(Records from a collection)
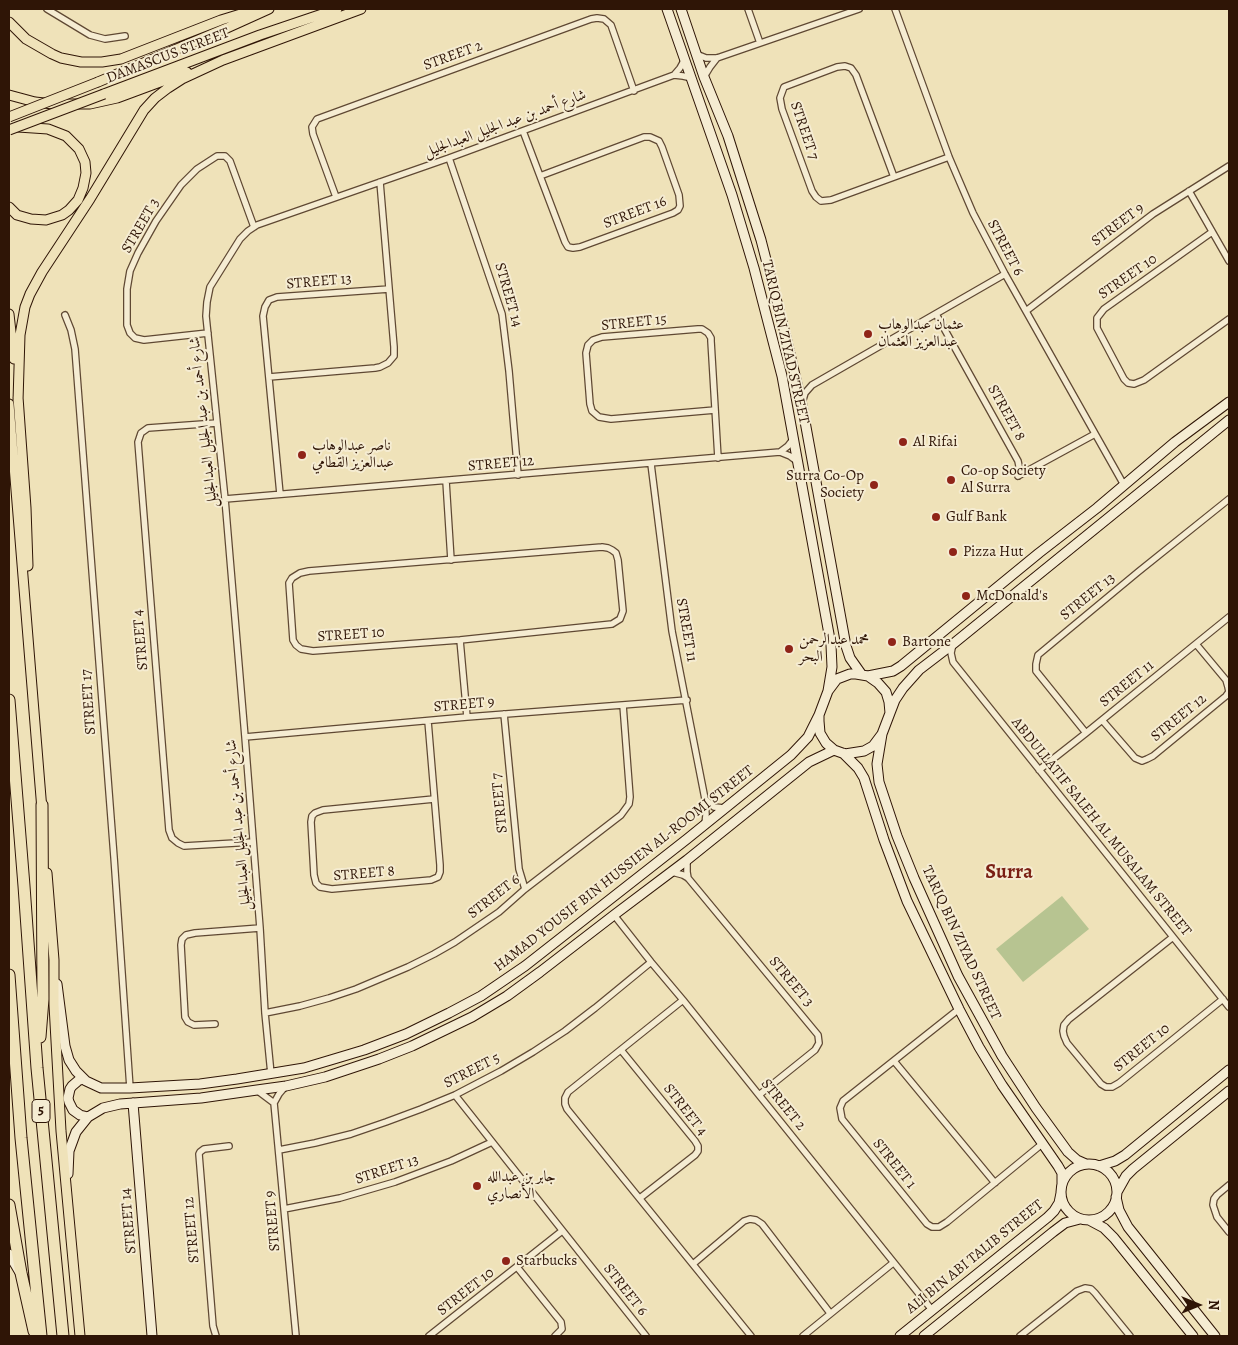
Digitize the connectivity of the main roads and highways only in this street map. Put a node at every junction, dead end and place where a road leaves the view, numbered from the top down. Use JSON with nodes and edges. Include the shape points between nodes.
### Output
{"nodes":[{"id":1,"x":257,"y":9,"type":"edge"},
{"id":2,"x":269,"y":9,"type":"edge"},
{"id":3,"x":337,"y":9,"type":"edge"},
{"id":4,"x":361,"y":9,"type":"edge"},
{"id":5,"x":9,"y":22,"type":"edge"},
{"id":6,"x":223,"y":60,"type":"junction"},
{"id":7,"x":9,"y":94,"type":"edge"},
{"id":8,"x":9,"y":117,"type":"edge"},
{"id":9,"x":12,"y":128,"type":"edge"},
{"id":10,"x":9,"y":207,"type":"edge"},
{"id":11,"x":9,"y":314,"type":"edge"},
{"id":12,"x":18,"y":401,"type":"junction"},
{"id":13,"x":9,"y":404,"type":"edge"},
{"id":14,"x":26,"y":611,"type":"junction"},
{"id":15,"x":9,"y":700,"type":"edge"},
{"id":16,"x":42,"y":805,"type":"junction"},
{"id":17,"x":9,"y":975,"type":"edge"},
{"id":18,"x":37,"y":1068,"type":"junction"},
{"id":19,"x":9,"y":1205,"type":"edge"},
{"id":20,"x":36,"y":1336,"type":"edge"},
{"id":21,"x":41,"y":1336,"type":"edge"},
{"id":22,"x":63,"y":1336,"type":"edge"},
{"id":23,"x":80,"y":1336,"type":"edge"}],
"edges":[{"from":1,"to":5,"type":"main road","via":[[120,59],[102,62],[61,58],[34,45]]},
{"from":2,"to":8,"type":"main road","name":"DAMASCUS STREET","bridge":true},
{"from":3,"to":9,"type":"main road","name":"DAMASCUS STREET","bridge":true},
{"from":4,"to":6,"type":"main road"},
{"from":6,"to":7,"type":"main road","via":[[117,98],[90,104],[35,102]]},
{"from":6,"to":12,"type":"main road","via":[[175,84],[144,110],[42,272],[30,294],[22,320]]},
{"from":9,"to":10,"type":"main road","via":[[60,132],[75,144],[82,155],[86,173],[78,200],[62,215],[31,220],[17,215]]},
{"from":11,"to":12,"type":"main road"},
{"from":12,"to":14,"type":"main road","via":[[28,551]]},
{"from":13,"to":14,"type":"main road"},
{"from":14,"to":16,"type":"main road"},
{"from":15,"to":18,"type":"highway","number":"5"},
{"from":16,"to":18,"type":"highway","via":[[43,999]]},
{"from":16,"to":23,"type":"main road","via":[[54,960],[62,1138]]},
{"from":17,"to":21,"type":"highway","number":"5"},
{"from":18,"to":22,"type":"highway","number":"5"},
{"from":19,"to":20,"type":"highway"}]}
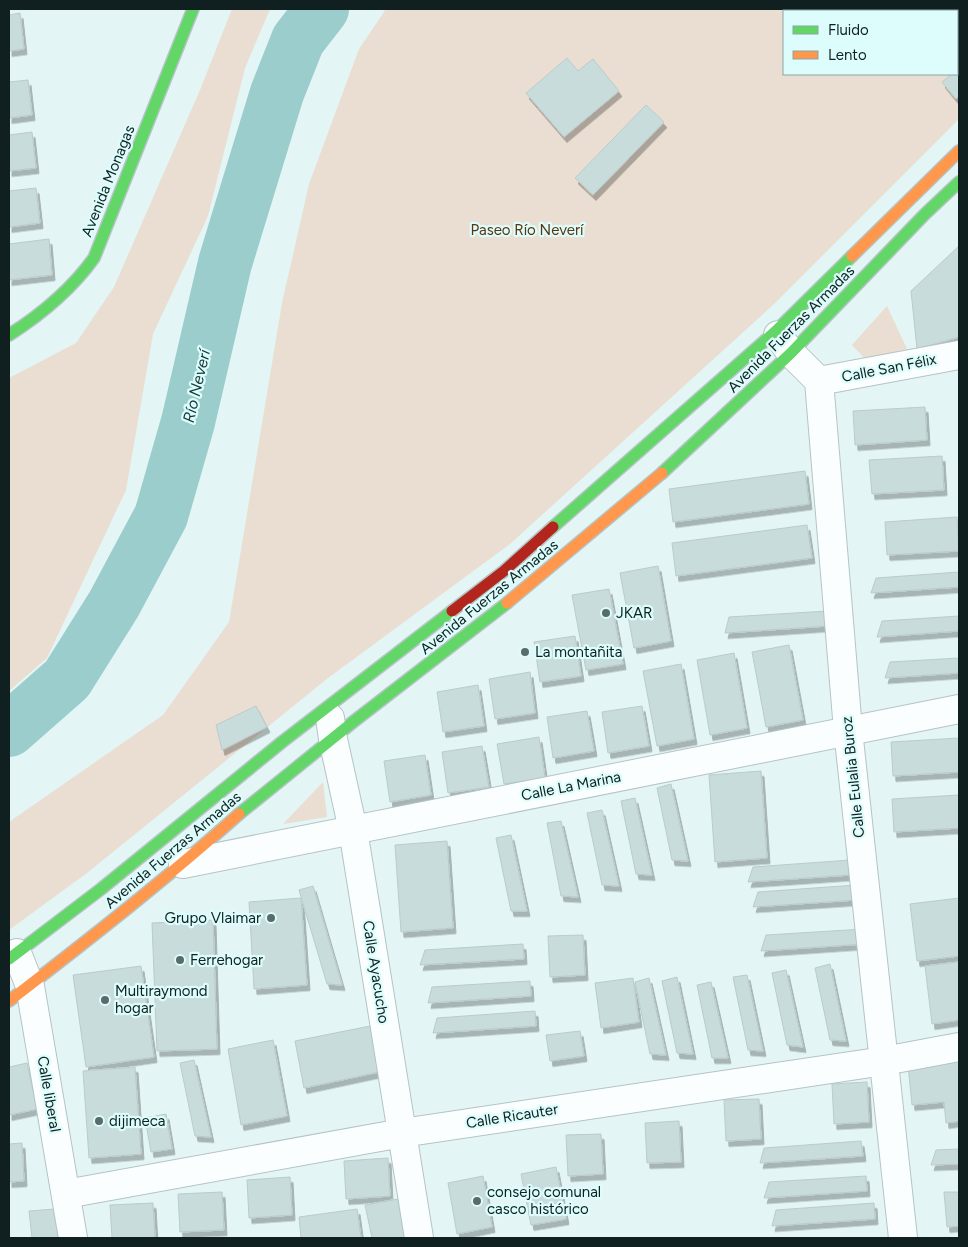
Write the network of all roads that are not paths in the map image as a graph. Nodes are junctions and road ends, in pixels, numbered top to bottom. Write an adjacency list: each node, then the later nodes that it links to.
1 (193, 9): 5 (street, Avenida Monagas)
2 (959, 151): 4 (street, Avenida Fuerzas Armadas)
3 (959, 182): 6 (street, Avenida Fuerzas Armadas)
4 (776, 331): 6 (street); 9 (street, Avenida Fuerzas Armadas)
5 (9, 335)
6 (791, 353): 8 (street); 12 (street, Avenida Fuerzas Armadas)
7 (959, 355): 8 (street, Calle San Félix)
8 (819, 381): 11 (street, Calle Eulalia Buroz)
9 (328, 706): 12 (street, Calle Ayacucho); 15 (street, Avenida Fuerzas Armadas)
10 (959, 709): 11 (street, Calle La Marina)
11 (848, 730): 13 (street, Calle La Marina); 18 (street, Calle Eulalia Buroz)
12 (333, 739): 13 (street, Calle Ayacucho); 14 (street, Avenida Fuerzas Armadas)
13 (353, 830): 14 (street, Calle La Marina); 19 (street, Calle Ayacucho)
14 (183, 864): 16 (street, Avenida Fuerzas Armadas)
15 (13, 956): 16 (street, Calle liberal)
16 (20, 993): 20 (street, Calle liberal)
17 (959, 1047): 18 (street, Calle Ricauter)
18 (884, 1061): 19 (street, Calle Ricauter); 23 (street, Calle Eulalia Buroz)
19 (402, 1133): 20 (street, Calle Ricauter); 22 (street, Calle Ayacucho)
20 (66, 1194): 21 (street, Calle liberal)
21 (73, 1238)
22 (419, 1238)
23 (903, 1238)

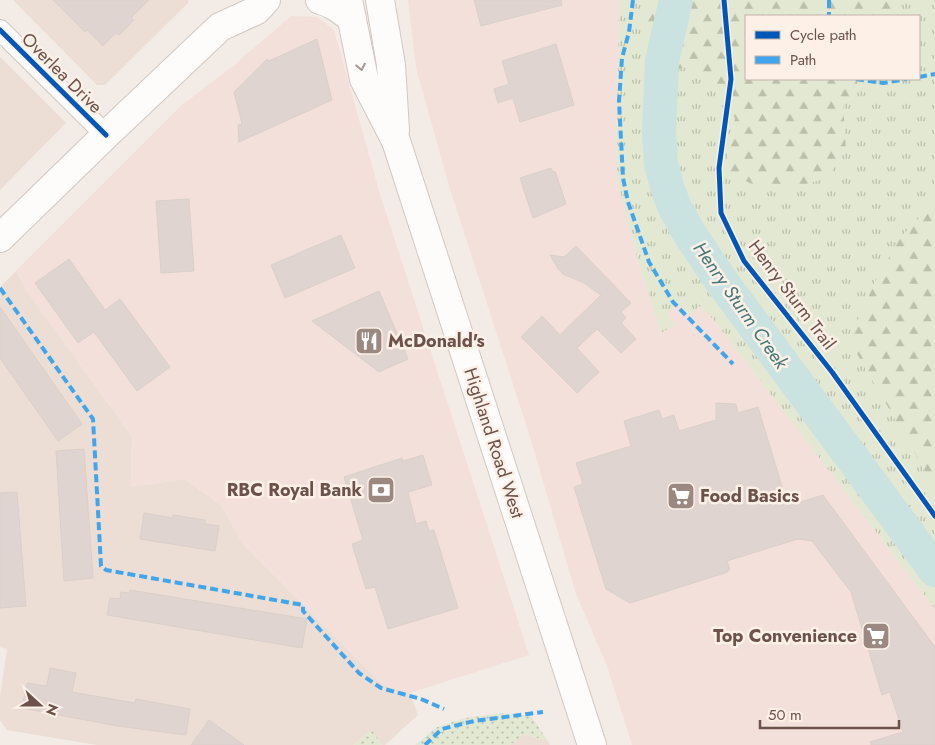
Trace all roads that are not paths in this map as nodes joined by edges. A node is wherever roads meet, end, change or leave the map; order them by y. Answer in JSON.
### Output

Work instruction: A faithful, word-for-word version of the records above is needed, with no images in it.

Written answer:
Digitize the connectivity of the main roads and highways only in this street map. Put a node at every junction, dead end and place where a road leaves the view, numbered from the top down. Use JSON with nodes and edges. Include the shape points between nodes.
### Output
{"nodes":[{"id":1,"x":257,"y":9,"type":"edge"},
{"id":2,"x":269,"y":9,"type":"edge"},
{"id":3,"x":337,"y":9,"type":"edge"},
{"id":4,"x":361,"y":9,"type":"edge"},
{"id":5,"x":9,"y":22,"type":"edge"},
{"id":6,"x":223,"y":60,"type":"junction"},
{"id":7,"x":9,"y":94,"type":"edge"},
{"id":8,"x":9,"y":117,"type":"edge"},
{"id":9,"x":12,"y":128,"type":"edge"},
{"id":10,"x":9,"y":207,"type":"edge"},
{"id":11,"x":9,"y":314,"type":"edge"},
{"id":12,"x":18,"y":401,"type":"junction"},
{"id":13,"x":9,"y":404,"type":"edge"},
{"id":14,"x":26,"y":611,"type":"junction"},
{"id":15,"x":9,"y":700,"type":"edge"},
{"id":16,"x":42,"y":805,"type":"junction"},
{"id":17,"x":9,"y":975,"type":"edge"},
{"id":18,"x":37,"y":1068,"type":"junction"},
{"id":19,"x":9,"y":1205,"type":"edge"},
{"id":20,"x":36,"y":1336,"type":"edge"},
{"id":21,"x":41,"y":1336,"type":"edge"},
{"id":22,"x":63,"y":1336,"type":"edge"},
{"id":23,"x":80,"y":1336,"type":"edge"}],
"edges":[{"from":1,"to":5,"type":"main road","via":[[120,59],[102,62],[61,58],[34,45]]},
{"from":2,"to":8,"type":"main road","name":"DAMASCUS STREET","bridge":true},
{"from":3,"to":9,"type":"main road","name":"DAMASCUS STREET","bridge":true},
{"from":4,"to":6,"type":"main road"},
{"from":6,"to":7,"type":"main road","via":[[117,98],[90,104],[35,102]]},
{"from":6,"to":12,"type":"main road","via":[[175,84],[144,110],[42,272],[30,294],[22,320]]},
{"from":9,"to":10,"type":"main road","via":[[60,132],[75,144],[82,155],[86,173],[78,200],[62,215],[31,220],[17,215]]},
{"from":11,"to":12,"type":"main road"},
{"from":12,"to":14,"type":"main road","via":[[28,551]]},
{"from":13,"to":14,"type":"main road"},
{"from":14,"to":16,"type":"main road"},
{"from":15,"to":18,"type":"highway","number":"5"},
{"from":16,"to":18,"type":"highway","via":[[43,999]]},
{"from":16,"to":23,"type":"main road","via":[[54,960],[62,1138]]},
{"from":17,"to":21,"type":"highway","number":"5"},
{"from":18,"to":22,"type":"highway","number":"5"},
{"from":19,"to":20,"type":"highway"}]}
Write the network of all roads that are not paths in the map image as a graph. Nodes are junctions and road ends, in pixels, numbered top to bottom. Write an adjacency list: each node, then the later nodes that it links to.
1 (193, 9): 5 (street, Avenida Monagas)
2 (959, 151): 4 (street, Avenida Fuerzas Armadas)
3 (959, 182): 6 (street, Avenida Fuerzas Armadas)
4 (776, 331): 6 (street); 9 (street, Avenida Fuerzas Armadas)
5 (9, 335)
6 (791, 353): 8 (street); 12 (street, Avenida Fuerzas Armadas)
7 (959, 355): 8 (street, Calle San Félix)
8 (819, 381): 11 (street, Calle Eulalia Buroz)
9 (328, 706): 12 (street, Calle Ayacucho); 15 (street, Avenida Fuerzas Armadas)
10 (959, 709): 11 (street, Calle La Marina)
11 (848, 730): 13 (street, Calle La Marina); 18 (street, Calle Eulalia Buroz)
12 (333, 739): 13 (street, Calle Ayacucho); 14 (street, Avenida Fuerzas Armadas)
13 (353, 830): 14 (street, Calle La Marina); 19 (street, Calle Ayacucho)
14 (183, 864): 16 (street, Avenida Fuerzas Armadas)
15 (13, 956): 16 (street, Calle liberal)
16 (20, 993): 20 (street, Calle liberal)
17 (959, 1047): 18 (street, Calle Ricauter)
18 (884, 1061): 19 (street, Calle Ricauter); 23 (street, Calle Eulalia Buroz)
19 (402, 1133): 20 (street, Calle Ricauter); 22 (street, Calle Ayacucho)
20 (66, 1194): 21 (street, Calle liberal)
21 (73, 1238)
22 (419, 1238)
23 (903, 1238)

Trace all roads that are not paths in this map as nodes joined by edges. A node is wherever roads meet, end, change or leave the map; order them by y. Answer in JSON.
### Output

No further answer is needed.